- WHAT TO WORK ON
Pull each line holding "node" out of the entries below.

(Stored dataset items)
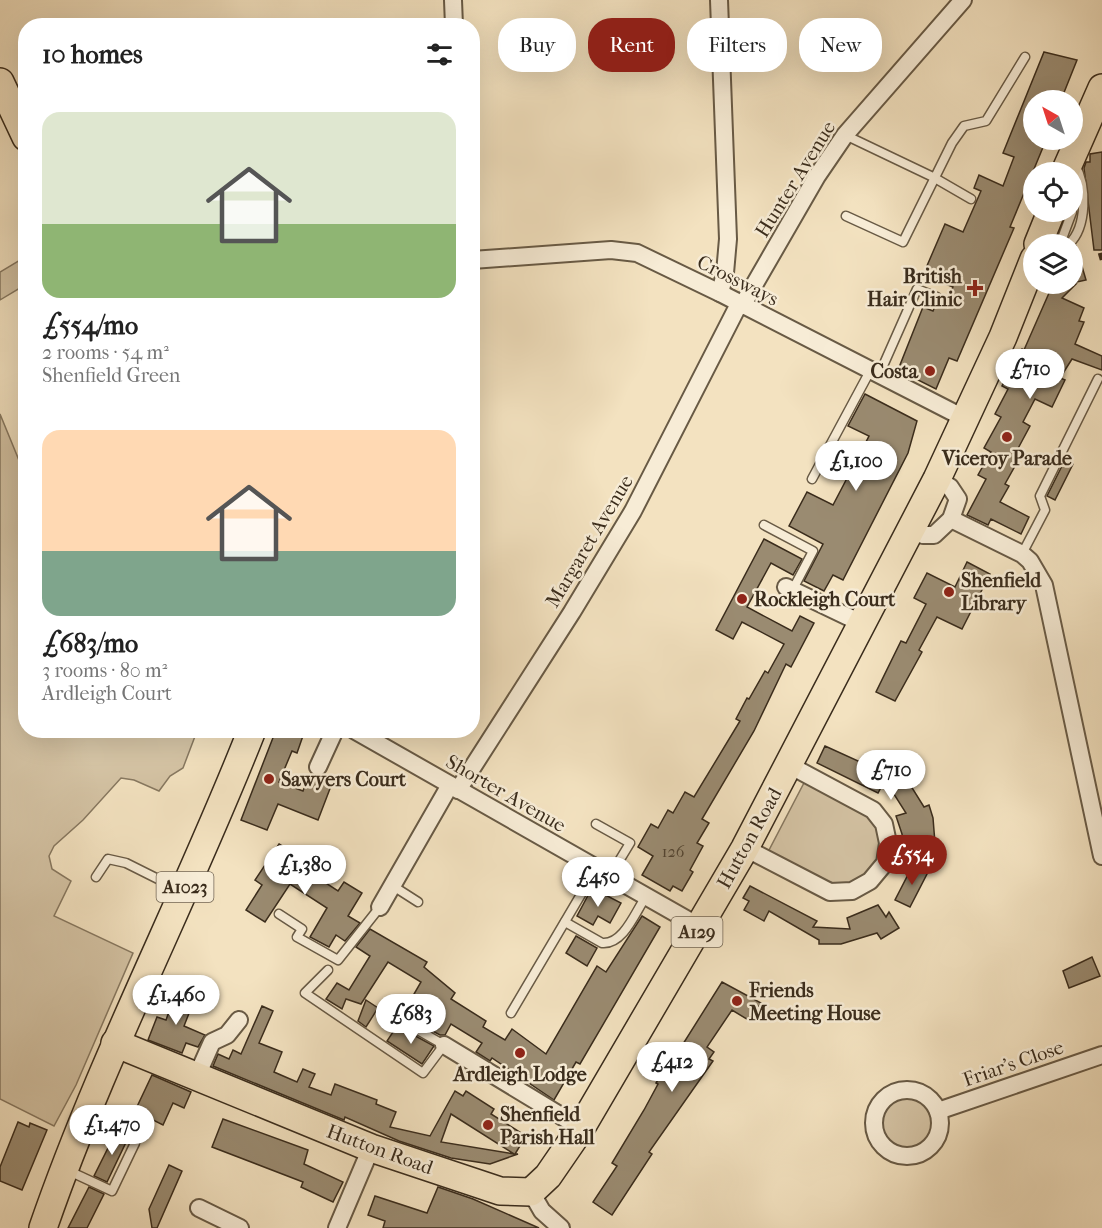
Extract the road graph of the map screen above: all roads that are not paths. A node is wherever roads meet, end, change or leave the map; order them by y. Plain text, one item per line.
1 (453, 0) edge
2 (719, 0) edge
3 (963, 0) edge
4 (454, 18) edge
5 (1024, 57) dead end
6 (0, 82) edge
7 (1102, 88) edge
8 (18, 120) edge
9 (845, 135) junction
10 (1072, 161) edge
11 (933, 177) junction
12 (970, 199) dead end
13 (846, 216) dead end
14 (1077, 234) edge
15 (480, 260) edge
16 (1023, 285) edge
17 (720, 293) junction
18 (937, 297) dead end
19 (741, 305) junction
20 (875, 373) junction
21 (1098, 379) dead end
22 (966, 419) junction
23 (812, 478) dead end
24 (937, 479) junction
25 (951, 519) junction
26 (764, 525) dead end
27 (910, 530) junction
28 (1022, 554) junction
29 (789, 589) joint
30 (861, 623) junction
31 (249, 738) edge
32 (331, 738) edge
33 (368, 738) edge
34 (789, 765) junction
35 (318, 768) dead end
36 (454, 788) junction
37 (596, 824) dead end
38 (745, 848) junction
39 (1102, 856) edge
40 (603, 872) junction
41 (96, 877) dead end
42 (393, 886) junction
43 (183, 892) junction
44 (645, 898) junction
45 (417, 902) dead end
46 (380, 907) joint
47 (279, 914) dead end
48 (565, 922) junction
49 (700, 927) junction
50 (328, 970) dead end
51 (511, 1013) dead end
52 (395, 1017) dead end
53 (240, 1020) dead end
54 (115, 1043) junction
55 (444, 1045) junction
56 (1102, 1055) edge
57 (196, 1078) junction
58 (938, 1111) dead end
59 (581, 1128) junction
60 (135, 1143) dead end
61 (371, 1148) junction
62 (66, 1169) junction
63 (531, 1192) junction
64 (199, 1208) dead end
65 (555, 1226) edge
66 (43, 1228) edge
67 (240, 1228) edge
68 (337, 1228) edge

1 - 4 street
2 - 17 street
3 - 9 street, Hunter Avenue
5 - 11 lane
6 - 8 main road
7 - 10 main road
9 - 11 lane
9 - 19 street, Hunter Avenue
10 - 14 lane
11 - 12 lane
11 - 13 lane
15 - 17 street, Crossways
16 - 22 main road, Hutton Road / A129
17 - 19 street, Crossways
18 - 20 lane
19 - 20 street, Crossways
19 - 36 street, Margaret Avenue
20 - 22 street, Crossways
20 - 23 lane
21 - 28 lane
22 - 24 main road, Hutton Road / A129
24 - 25 street
24 - 27 main road, Hutton Road / A129
25 - 27 street
25 - 28 street
26 - 29 lane
27 - 30 main road, Hutton Road / A129
28 - 39 street
29 - 30 street
30 - 34 main road, Hutton Road / A129
31 - 43 main road, A1023
32 - 35 street
33 - 36 street, Shorter Avenue
34 - 38 main road, Hutton Road / A129
34 - 38 street
36 - 40 street, Shorter Avenue
36 - 42 street, Margaret Avenue
37 - 40 lane
38 - 49 main road, Hutton Road / A129
40 - 44 street, Shorter Avenue
40 - 48 lane
41 - 43 lane
42 - 45 lane
42 - 46 street, Margaret Avenue
43 - 54 main road, A1023
44 - 48 lane
44 - 49 street, Shorter Avenue
46 - 47 lane
48 - 51 lane
49 - 59 main road, Hutton Road / A129
50 - 55 lane
52 - 55 lane
53 - 57 street
54 - 57 main road, Hutton Road
54 - 62 main road, A1023
55 - 59 street
56 - 58 street, Friar's Close
57 - 61 main road, Hutton Road
59 - 63 main road, Hutton Road / A129
60 - 62 lane
61 - 63 main road, Hutton Road
61 - 68 street
62 - 66 main road, A1023
63 - 65 street
64 - 67 street

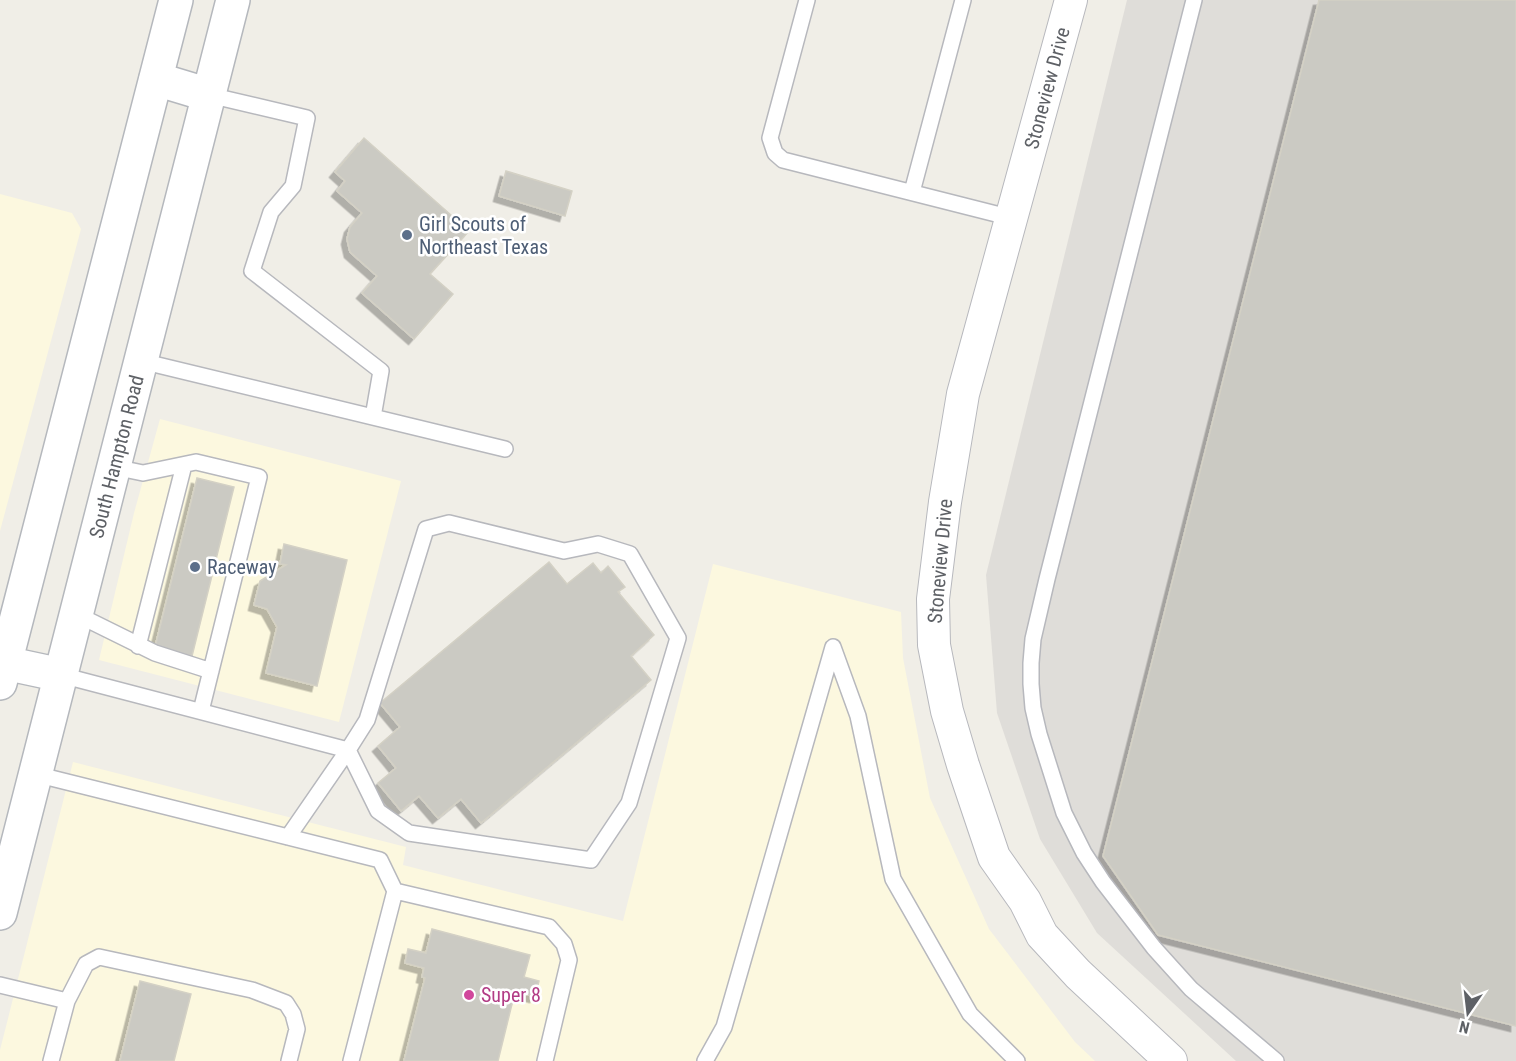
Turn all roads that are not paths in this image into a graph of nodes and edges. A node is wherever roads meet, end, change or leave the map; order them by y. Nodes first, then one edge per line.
1 (176, 0) edge
2 (233, 0) edge
3 (807, 0) edge
4 (963, 0) edge
5 (1071, 0) edge
6 (1194, 0) edge
7 (156, 79) junction
8 (209, 95) junction
9 (912, 192) junction
10 (1012, 218) junction
11 (141, 361) junction
12 (373, 417) junction
13 (505, 449) dead end
14 (184, 465) junction
15 (114, 467) junction
16 (76, 614) junction
17 (138, 646) junction
18 (2, 669) edge
19 (211, 671) junction
20 (61, 675) junction
21 (201, 711) junction
22 (348, 750) junction
23 (35, 774) junction
24 (288, 837) junction
25 (395, 891) junction
26 (0, 913) edge
27 (0, 986) edge
28 (67, 1001) junction
29 (52, 1061) edge
30 (289, 1061) edge
31 (351, 1061) edge
32 (545, 1061) edge
33 (705, 1061) edge
34 (1017, 1061) edge
35 (1172, 1061) edge
36 (1276, 1061) edge

1 - 7 main road
2 - 8 main road, South Hampton Road
3 - 9 lane
4 - 9 lane
5 - 10 street, Stoneview Drive
6 - 36 lane
7 - 8 main road
7 - 18 main road
8 - 11 main road, South Hampton Road
8 - 12 lane
9 - 10 lane
10 - 35 street, Stoneview Drive
11 - 12 lane
11 - 15 main road, South Hampton Road
12 - 13 lane
14 - 15 lane
14 - 17 lane
14 - 19 lane
15 - 16 main road, South Hampton Road
16 - 17 lane
16 - 20 main road, South Hampton Road
17 - 19 lane
18 - 20 main road
19 - 21 lane
20 - 21 lane
20 - 23 main road, South Hampton Road
21 - 22 lane
22 - 22 lane
22 - 24 lane
23 - 24 lane
23 - 26 main road, South Hampton Road
24 - 25 lane
25 - 31 lane
25 - 32 lane
27 - 28 lane
28 - 29 lane
28 - 30 lane
33 - 34 lane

- SOLUTION TO THIS PROBLEM
Extract the road graph of the map screen above: all roads that are not paths. A node is wherever roads meet, end, change or leave the map; order them by y. Plain text, one item per line.
Turn all roads that are not paths in this image into a graph of nodes and edges. A node is wherever roads meet, end, change or leave the map; order them by y. Nodes first, then one edge per line.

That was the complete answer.